How do you find the zeros?

• August 27th 2009, 07:54 AM
s3a
How do you find the zeros?
I need to find the zeros as well as see where it is positive or negative so that I can match it to a graph for a question. My only problem (from what I can tell so far) is how to find the zeros. When I find the zeros, I think I might be able to manage the rest:

-x^5 + 5x^3 - 4x
-x(x^4 - 5x^2 + 4) <--------------What do I do next?

Any help would be greatly appreciated!
• August 27th 2009, 07:57 AM
JG89
Just by inspection you can see that 0 is a root. To see if there are any other roots, put $y = x^2$. Then your equation turns into $-x(x^4 - 5x^2 + 4) = -x(y^2 - 5y + 4) = 0$. Can you factor the expression that is quadratic in y?
• August 27th 2009, 08:08 AM
VonNemo19
Quote:

Originally Posted by s3a
I need to find the zeros as well as see where it is positive or negative so that I can match it to a graph for a question. My only problem (from what I can tell so far) is how to find the zeros. When I find the zeros, I think I might be able to manage the rest:

-x^5 + 5x^3 - 4x
-x(x^4 - 5x^2 + 4) <--------------What do I do next?

Any help would be greatly appreciated!

You can factor further

$(x^4-5x^2+4)=(x^2-4)(x^2-1)=(x-2)(x+2)(x-1)(x+1)$

So the result:

$-x(x-2)(x+2)(x-1)(x+1)=0\Rightarrow{x}=0,\pm2,\pm1$
• August 27th 2009, 08:14 AM
s3a
Quote:

Originally Posted by JG89
Just by inspection you can see that 0 is a root. To see if there are any other roots, put $y = x^2$. Then your equation turns into $-x(x^4 - 5x^2 + 4) = -x(y^2 - 5y + 4) = 0$. Can you factor the expression that is quadratic in y?

Ok so from -x(y^2 - 5y + 4) = 0 I got: x=0, y=1, y=4. Is this correct? If so, what do I do from here?
• August 27th 2009, 08:16 AM
VonNemo19
Quote:

Originally Posted by s3a
Ok so from -x(y^2 - 5y + 4) = 0 I got: x=0, y=1, y=4. Is this correct? If so, what do I do from here?

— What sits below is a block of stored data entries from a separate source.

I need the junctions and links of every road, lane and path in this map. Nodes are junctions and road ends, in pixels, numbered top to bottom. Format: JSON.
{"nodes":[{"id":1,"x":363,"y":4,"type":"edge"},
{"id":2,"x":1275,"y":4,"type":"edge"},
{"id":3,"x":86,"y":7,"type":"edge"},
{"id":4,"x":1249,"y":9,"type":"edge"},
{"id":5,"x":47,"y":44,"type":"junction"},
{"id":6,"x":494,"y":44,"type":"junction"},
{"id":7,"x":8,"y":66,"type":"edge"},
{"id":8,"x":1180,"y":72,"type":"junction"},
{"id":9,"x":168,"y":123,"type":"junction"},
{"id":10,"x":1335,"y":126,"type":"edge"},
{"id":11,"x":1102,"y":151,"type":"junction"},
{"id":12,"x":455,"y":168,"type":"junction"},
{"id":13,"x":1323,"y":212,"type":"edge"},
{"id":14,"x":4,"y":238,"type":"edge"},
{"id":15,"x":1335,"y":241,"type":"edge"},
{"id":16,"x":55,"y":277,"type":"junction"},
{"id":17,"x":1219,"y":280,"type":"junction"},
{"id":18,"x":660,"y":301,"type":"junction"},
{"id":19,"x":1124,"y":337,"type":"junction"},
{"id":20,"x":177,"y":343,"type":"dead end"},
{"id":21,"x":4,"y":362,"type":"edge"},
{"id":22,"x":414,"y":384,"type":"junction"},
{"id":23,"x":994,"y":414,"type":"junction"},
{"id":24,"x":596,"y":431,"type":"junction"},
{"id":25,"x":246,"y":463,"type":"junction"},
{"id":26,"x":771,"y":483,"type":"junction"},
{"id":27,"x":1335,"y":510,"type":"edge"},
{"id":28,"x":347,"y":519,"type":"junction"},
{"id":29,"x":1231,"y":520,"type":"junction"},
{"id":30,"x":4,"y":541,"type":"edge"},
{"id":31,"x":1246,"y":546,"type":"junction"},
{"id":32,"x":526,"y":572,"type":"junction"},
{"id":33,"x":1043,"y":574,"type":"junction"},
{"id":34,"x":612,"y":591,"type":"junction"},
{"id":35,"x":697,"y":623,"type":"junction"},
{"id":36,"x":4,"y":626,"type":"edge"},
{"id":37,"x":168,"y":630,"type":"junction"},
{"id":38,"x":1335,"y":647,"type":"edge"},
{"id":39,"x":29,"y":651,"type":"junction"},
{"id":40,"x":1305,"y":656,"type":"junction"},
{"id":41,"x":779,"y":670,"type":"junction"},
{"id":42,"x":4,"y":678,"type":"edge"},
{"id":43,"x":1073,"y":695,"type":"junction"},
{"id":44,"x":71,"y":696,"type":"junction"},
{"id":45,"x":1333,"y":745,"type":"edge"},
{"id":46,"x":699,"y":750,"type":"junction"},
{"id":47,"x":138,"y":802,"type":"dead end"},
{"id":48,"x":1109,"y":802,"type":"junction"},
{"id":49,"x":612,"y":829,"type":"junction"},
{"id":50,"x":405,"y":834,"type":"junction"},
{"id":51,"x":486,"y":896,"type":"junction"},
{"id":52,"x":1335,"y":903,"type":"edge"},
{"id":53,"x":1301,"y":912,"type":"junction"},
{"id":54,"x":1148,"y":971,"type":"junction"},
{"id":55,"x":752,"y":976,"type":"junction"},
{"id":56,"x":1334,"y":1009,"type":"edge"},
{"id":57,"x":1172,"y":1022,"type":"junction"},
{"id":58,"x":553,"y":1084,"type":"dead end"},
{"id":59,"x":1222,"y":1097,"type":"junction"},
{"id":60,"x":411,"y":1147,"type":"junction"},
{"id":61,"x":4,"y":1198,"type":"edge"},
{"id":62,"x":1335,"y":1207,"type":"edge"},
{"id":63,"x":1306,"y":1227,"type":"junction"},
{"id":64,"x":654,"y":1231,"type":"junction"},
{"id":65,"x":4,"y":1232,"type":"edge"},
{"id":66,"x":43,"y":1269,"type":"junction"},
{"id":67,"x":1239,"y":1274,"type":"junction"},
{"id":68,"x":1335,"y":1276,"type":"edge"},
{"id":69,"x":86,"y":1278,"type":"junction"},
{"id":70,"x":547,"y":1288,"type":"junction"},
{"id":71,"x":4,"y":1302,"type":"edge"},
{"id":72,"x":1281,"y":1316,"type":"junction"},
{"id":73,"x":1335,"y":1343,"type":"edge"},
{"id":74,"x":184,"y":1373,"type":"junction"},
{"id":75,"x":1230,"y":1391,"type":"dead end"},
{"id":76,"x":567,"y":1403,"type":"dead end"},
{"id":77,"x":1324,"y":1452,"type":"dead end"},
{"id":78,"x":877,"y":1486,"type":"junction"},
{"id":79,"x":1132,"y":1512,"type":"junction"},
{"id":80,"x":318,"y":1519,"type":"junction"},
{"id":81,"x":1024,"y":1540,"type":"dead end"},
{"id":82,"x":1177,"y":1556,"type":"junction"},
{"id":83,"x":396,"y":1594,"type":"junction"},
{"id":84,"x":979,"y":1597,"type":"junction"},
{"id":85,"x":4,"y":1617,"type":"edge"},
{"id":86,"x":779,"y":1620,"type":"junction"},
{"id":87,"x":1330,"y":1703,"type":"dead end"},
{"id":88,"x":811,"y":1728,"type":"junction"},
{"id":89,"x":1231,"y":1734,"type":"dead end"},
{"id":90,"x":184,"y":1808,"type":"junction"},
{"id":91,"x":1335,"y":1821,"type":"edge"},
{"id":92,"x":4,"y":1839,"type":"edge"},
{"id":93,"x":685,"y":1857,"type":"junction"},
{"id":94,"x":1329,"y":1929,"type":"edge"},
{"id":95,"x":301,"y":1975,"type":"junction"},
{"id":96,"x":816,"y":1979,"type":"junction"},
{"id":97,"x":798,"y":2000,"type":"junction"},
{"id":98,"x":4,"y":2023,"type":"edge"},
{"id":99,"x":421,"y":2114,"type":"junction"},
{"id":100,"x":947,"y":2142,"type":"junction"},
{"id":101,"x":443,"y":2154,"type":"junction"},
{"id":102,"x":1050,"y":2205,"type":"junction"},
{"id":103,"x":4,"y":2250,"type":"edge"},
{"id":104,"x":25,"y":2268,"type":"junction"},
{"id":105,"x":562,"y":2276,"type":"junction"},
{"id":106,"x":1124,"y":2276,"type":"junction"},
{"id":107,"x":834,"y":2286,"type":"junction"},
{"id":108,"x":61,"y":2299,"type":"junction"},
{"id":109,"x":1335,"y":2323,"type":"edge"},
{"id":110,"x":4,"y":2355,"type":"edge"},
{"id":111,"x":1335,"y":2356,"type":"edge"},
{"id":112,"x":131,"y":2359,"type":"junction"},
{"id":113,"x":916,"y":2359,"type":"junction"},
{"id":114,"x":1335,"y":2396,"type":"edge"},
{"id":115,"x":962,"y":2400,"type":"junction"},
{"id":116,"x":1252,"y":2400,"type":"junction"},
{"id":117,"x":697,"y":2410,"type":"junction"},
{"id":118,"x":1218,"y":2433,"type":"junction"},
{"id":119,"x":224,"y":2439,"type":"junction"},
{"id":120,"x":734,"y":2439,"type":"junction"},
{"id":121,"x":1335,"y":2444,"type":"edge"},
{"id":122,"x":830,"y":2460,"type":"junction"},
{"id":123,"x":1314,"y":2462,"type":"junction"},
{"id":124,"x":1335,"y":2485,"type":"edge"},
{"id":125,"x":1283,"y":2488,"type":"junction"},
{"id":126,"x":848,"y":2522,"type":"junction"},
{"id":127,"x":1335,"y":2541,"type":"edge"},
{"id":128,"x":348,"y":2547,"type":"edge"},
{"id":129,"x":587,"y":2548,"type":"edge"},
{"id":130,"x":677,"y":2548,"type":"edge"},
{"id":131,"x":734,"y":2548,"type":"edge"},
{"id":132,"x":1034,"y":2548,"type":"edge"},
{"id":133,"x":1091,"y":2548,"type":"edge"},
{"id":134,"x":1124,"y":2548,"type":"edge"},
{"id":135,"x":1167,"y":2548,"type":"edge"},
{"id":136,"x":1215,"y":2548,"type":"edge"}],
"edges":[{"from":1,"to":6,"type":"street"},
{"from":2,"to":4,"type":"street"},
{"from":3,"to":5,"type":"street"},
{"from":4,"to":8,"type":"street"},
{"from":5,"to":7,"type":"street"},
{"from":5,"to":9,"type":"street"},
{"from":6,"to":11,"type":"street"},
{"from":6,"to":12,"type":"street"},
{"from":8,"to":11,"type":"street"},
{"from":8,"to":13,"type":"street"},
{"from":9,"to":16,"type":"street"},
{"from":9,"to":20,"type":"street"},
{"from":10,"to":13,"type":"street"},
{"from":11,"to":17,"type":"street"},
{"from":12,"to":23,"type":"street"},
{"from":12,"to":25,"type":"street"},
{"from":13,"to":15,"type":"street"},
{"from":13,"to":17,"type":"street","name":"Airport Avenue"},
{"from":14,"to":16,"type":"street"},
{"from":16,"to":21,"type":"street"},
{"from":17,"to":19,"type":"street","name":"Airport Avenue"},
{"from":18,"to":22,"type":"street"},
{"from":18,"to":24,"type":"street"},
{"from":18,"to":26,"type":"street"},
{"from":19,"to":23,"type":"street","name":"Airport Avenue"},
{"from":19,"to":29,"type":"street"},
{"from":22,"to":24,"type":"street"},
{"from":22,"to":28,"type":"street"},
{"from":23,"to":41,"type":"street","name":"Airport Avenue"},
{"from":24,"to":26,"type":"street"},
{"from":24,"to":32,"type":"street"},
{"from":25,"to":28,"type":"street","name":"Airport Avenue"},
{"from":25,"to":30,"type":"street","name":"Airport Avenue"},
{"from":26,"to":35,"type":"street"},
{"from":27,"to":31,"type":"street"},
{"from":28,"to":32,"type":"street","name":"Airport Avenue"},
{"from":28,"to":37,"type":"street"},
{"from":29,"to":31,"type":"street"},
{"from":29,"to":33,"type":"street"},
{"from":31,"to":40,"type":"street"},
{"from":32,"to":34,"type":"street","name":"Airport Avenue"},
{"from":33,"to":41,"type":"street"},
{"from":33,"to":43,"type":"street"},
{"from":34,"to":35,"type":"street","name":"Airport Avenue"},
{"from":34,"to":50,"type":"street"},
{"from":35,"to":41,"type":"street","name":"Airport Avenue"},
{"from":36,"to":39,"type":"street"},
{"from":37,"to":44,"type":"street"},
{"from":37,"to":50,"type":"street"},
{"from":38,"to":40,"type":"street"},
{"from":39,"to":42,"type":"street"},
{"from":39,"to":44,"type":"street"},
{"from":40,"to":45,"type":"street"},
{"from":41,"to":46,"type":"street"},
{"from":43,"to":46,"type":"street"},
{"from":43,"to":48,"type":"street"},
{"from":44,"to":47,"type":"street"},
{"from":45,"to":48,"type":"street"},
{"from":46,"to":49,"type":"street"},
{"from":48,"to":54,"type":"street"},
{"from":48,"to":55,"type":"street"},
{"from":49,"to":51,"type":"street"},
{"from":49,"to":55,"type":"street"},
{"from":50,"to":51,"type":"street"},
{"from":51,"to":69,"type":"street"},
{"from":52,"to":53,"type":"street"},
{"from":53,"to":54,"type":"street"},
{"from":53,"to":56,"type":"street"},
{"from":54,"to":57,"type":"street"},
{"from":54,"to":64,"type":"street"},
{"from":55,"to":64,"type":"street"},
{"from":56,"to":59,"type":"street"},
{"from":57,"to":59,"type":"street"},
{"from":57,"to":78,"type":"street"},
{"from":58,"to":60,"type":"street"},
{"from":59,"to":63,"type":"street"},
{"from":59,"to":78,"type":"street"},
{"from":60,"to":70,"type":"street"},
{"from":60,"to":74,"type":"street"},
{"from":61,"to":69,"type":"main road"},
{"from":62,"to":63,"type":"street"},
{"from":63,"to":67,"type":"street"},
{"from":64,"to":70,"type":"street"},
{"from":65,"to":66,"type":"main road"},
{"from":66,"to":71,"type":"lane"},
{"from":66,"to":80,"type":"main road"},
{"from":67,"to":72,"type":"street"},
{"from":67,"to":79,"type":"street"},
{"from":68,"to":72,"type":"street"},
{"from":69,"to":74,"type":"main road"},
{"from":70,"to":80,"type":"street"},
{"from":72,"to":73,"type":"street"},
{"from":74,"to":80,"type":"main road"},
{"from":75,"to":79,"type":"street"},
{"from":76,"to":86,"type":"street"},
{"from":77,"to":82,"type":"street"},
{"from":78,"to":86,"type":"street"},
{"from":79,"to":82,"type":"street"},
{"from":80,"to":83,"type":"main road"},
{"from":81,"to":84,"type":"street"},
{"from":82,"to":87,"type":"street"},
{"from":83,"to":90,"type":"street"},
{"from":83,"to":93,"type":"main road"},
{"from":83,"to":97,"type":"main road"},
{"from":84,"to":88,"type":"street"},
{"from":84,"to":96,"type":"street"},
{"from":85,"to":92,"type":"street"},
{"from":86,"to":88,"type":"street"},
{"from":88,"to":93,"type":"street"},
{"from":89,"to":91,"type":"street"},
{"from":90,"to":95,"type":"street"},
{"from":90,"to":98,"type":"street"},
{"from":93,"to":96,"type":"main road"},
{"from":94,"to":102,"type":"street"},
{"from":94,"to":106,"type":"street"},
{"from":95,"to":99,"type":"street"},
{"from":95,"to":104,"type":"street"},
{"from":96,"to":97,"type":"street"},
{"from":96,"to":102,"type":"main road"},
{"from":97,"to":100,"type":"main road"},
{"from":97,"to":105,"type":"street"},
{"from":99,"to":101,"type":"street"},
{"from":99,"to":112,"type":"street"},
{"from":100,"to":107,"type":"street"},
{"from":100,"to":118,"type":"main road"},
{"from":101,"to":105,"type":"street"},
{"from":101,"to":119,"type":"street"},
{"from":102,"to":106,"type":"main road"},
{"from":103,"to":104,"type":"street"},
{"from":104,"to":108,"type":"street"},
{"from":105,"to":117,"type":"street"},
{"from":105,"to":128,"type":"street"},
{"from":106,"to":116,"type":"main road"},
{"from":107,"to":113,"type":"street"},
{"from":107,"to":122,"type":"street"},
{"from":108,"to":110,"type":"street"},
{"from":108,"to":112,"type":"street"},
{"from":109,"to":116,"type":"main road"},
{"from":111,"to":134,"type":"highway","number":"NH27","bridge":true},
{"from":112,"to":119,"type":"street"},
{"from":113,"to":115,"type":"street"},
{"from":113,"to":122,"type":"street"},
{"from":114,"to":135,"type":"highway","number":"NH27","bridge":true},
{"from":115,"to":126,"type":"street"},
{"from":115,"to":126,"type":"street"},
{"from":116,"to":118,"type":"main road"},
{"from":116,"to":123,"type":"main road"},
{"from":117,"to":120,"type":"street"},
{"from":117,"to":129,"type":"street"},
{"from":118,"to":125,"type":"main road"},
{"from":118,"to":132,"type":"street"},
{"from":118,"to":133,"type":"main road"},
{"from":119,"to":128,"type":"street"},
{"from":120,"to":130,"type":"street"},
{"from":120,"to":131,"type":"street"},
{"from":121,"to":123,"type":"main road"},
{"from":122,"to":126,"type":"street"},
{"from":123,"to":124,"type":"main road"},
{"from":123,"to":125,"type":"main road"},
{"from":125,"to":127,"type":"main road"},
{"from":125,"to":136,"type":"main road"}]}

Substitute back for x and solve. But I must say that when looking to factor polynomials like these, I find it easier to recognize the fact that it is "quadratic". Because

$(x^2)^2-5x^2+4$

Substitution is a very good way to do it too, but I tend to get confused when another variable is introduced. But, it all boils down to whichever method that you are most comfortable with.
• August 27th 2009, 08:30 AM
Quote:

Originally Posted by s3a
Ok so from -x(y^2 - 5y + 4) = 0 I got: x=0, y=1, y=4. Is this correct? If so, what do I do from here?

remember , you let x^2=y

so now $x^2=1\Rightarrow$ x=1 , -1

$x^2=4\Rightarrow$ x=2 , -2

Now you can proceed to find its zeros .
• August 27th 2009, 08:35 AM
s3a
Quote:

Originally Posted by VonNemo19
Substitute back for x and solve. But I must say that when looking to factor polynomials like these, I find it easier to recognize the fact that it is "quadratic". Because

$(x^2)^2-5x^2+4$

Substitution is a very good way to do it too, but I tend to get confused when another variable is introduced. But, it all boils down to whichever method that you are most comfortable with.

Ok now I see that

-x((sqrt(1))^4 - 5(2)^2 + 4) = 0
and
-x((2^4 - 5(2)^2 + 4) = 0

are both true.

So, what does this mean? Since y=1 and y=4, my zeros are x=1 and x=2?

Edit: I just saw the factoring further post. I think that's what I needed. I'll try to complete the problem now.
• August 27th 2009, 08:40 AM
VonNemo19
Quote:

Originally Posted by s3a
Edit: I just saw the factoring further post. I think that's what I needed. I'll try to complete the problem now.

Great! I'm glad you see it!

Look at my first post. You should be able to decipher it now. If not, let me know.(Hi)
• August 27th 2009, 09:01 AM
s3a
Quote:

Originally Posted by VonNemo19
Great! I'm glad you see it!

Look at my first post. You should be able to decipher it now. If not, let me know.(Hi)

I was told the answer for #10 2) was C. (Problem I'm currently doing). I got it mostly right but I'm wondering why I have a portion wrong. I don't know what that table method is called but I tried to explain it in case it's not something universal. The portions I'm talking about are the "WTF" portions lol.